▶ WHAT TO WORK ON
The answer must consist of every line from the data that holds the string "中華路二段".

%%

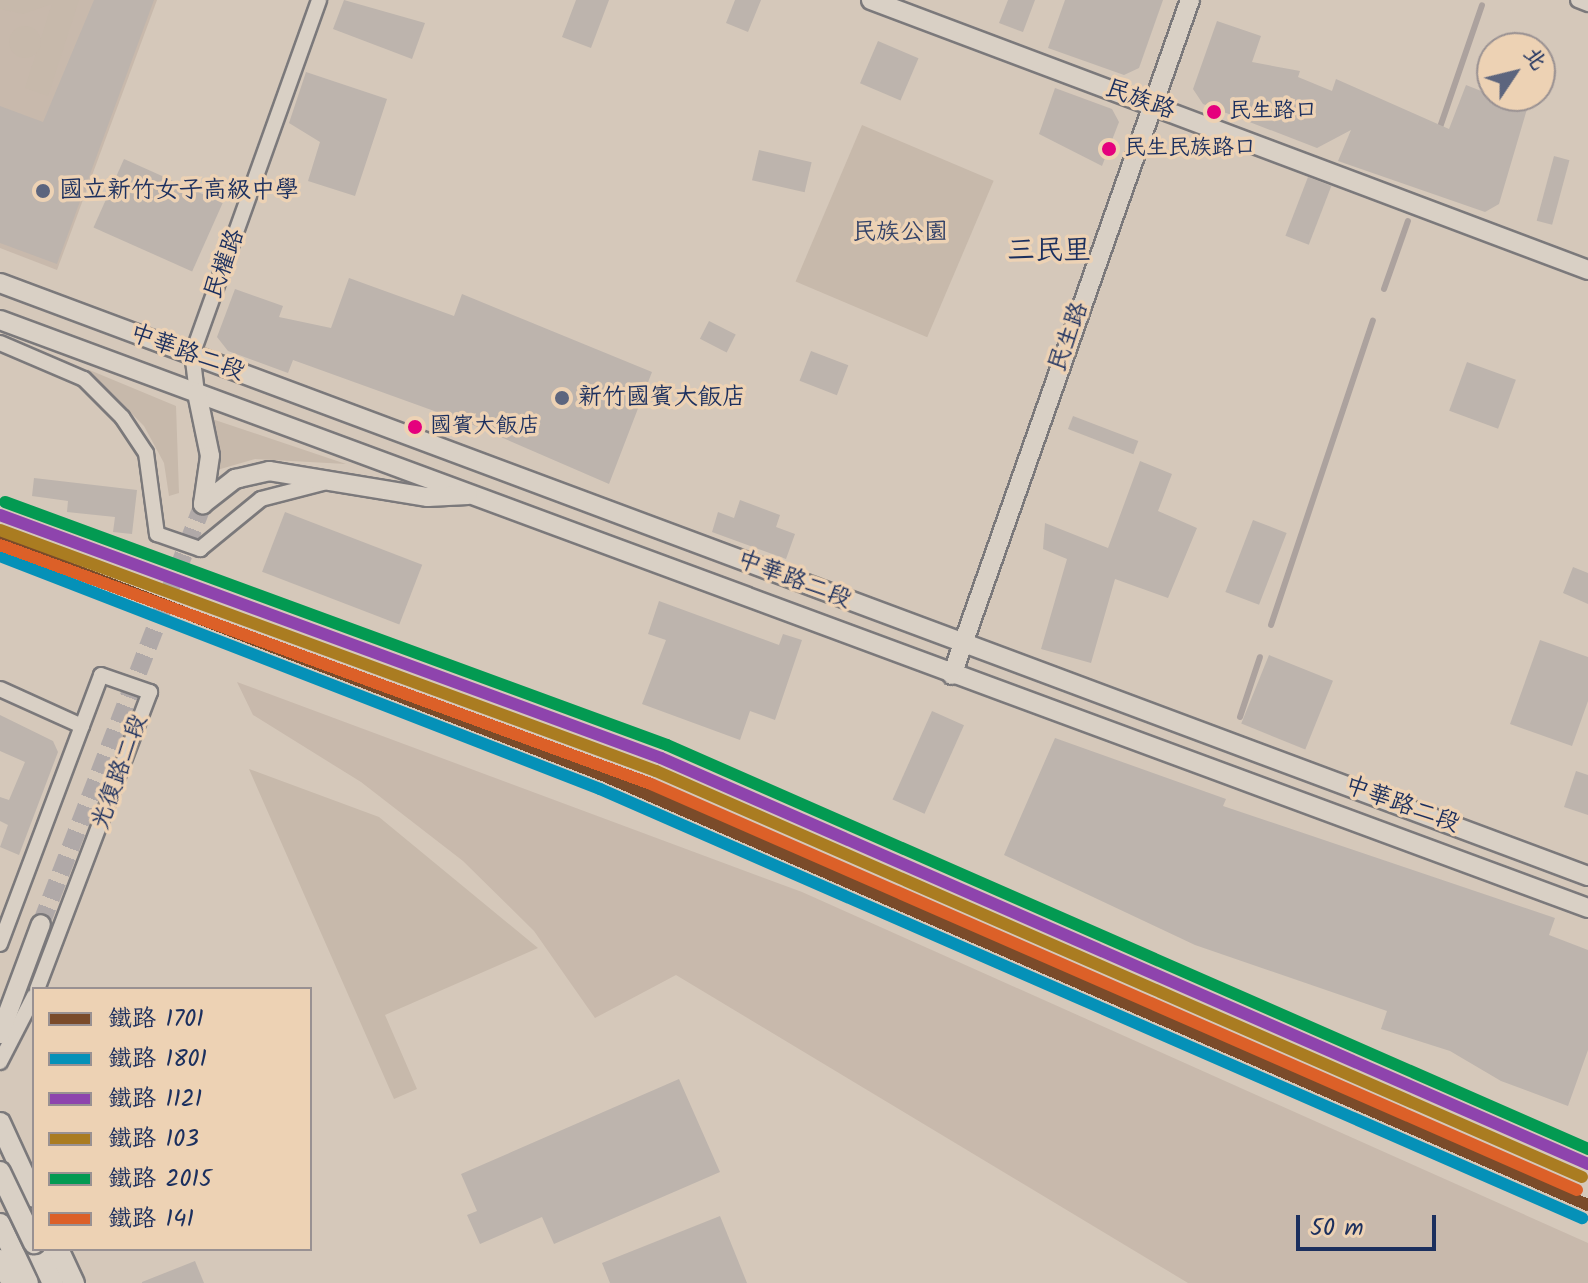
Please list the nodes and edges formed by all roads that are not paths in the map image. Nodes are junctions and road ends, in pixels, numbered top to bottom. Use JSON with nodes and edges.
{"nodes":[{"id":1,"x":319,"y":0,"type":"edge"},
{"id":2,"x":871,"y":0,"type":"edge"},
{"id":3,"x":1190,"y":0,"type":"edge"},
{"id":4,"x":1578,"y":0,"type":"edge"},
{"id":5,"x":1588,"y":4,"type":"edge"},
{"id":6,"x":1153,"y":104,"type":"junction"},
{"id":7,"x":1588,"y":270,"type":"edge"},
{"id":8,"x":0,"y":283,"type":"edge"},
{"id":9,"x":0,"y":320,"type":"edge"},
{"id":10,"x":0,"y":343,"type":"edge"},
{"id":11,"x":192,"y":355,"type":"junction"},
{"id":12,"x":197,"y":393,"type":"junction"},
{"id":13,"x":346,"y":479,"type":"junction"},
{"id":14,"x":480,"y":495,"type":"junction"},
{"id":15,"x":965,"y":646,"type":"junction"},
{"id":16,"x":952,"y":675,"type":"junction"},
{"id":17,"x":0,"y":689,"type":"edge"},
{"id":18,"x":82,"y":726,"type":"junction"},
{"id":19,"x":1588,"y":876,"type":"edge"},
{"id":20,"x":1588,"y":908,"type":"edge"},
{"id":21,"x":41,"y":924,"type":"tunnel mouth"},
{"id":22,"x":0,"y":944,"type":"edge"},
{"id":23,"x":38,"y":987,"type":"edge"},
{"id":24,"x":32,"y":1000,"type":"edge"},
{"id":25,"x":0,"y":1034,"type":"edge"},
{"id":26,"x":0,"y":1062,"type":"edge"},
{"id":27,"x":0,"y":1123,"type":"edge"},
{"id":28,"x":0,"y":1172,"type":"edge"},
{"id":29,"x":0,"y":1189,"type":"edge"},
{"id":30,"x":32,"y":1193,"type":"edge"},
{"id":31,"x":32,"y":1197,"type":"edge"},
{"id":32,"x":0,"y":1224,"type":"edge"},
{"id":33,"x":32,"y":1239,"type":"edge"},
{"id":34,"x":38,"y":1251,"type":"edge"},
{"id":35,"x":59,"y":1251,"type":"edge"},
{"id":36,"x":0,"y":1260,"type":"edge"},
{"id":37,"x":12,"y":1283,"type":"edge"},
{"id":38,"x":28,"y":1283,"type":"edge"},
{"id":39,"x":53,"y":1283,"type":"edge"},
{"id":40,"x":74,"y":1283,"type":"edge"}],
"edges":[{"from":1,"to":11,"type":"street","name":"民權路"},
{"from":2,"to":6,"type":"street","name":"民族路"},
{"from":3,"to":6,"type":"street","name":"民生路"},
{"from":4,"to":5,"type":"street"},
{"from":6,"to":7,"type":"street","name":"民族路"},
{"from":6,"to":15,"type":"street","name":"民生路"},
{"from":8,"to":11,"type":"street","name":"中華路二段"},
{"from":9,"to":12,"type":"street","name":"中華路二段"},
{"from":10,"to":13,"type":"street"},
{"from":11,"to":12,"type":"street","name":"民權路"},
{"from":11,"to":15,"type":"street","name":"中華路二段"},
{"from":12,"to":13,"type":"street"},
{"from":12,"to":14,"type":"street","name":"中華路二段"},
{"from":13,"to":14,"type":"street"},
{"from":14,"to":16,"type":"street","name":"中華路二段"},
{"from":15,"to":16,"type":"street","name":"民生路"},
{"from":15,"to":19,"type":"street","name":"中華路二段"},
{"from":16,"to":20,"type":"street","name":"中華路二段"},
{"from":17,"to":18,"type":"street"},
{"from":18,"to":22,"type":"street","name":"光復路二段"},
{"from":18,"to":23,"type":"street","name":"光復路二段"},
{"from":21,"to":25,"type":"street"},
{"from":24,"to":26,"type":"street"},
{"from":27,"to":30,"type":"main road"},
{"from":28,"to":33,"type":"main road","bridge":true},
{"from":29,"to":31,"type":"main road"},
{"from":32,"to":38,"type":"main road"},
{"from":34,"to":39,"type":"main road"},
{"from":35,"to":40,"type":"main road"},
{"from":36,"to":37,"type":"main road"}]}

%%

▶ SOLUTION BELOW
{"from":8,"to":11,"type":"street","name":"中華路二段"},
{"from":9,"to":12,"type":"street","name":"中華路二段"},
{"from":11,"to":15,"type":"street","name":"中華路二段"},
{"from":12,"to":14,"type":"street","name":"中華路二段"},
{"from":14,"to":16,"type":"street","name":"中華路二段"},
{"from":15,"to":19,"type":"street","name":"中華路二段"},
{"from":16,"to":20,"type":"street","name":"中華路二段"},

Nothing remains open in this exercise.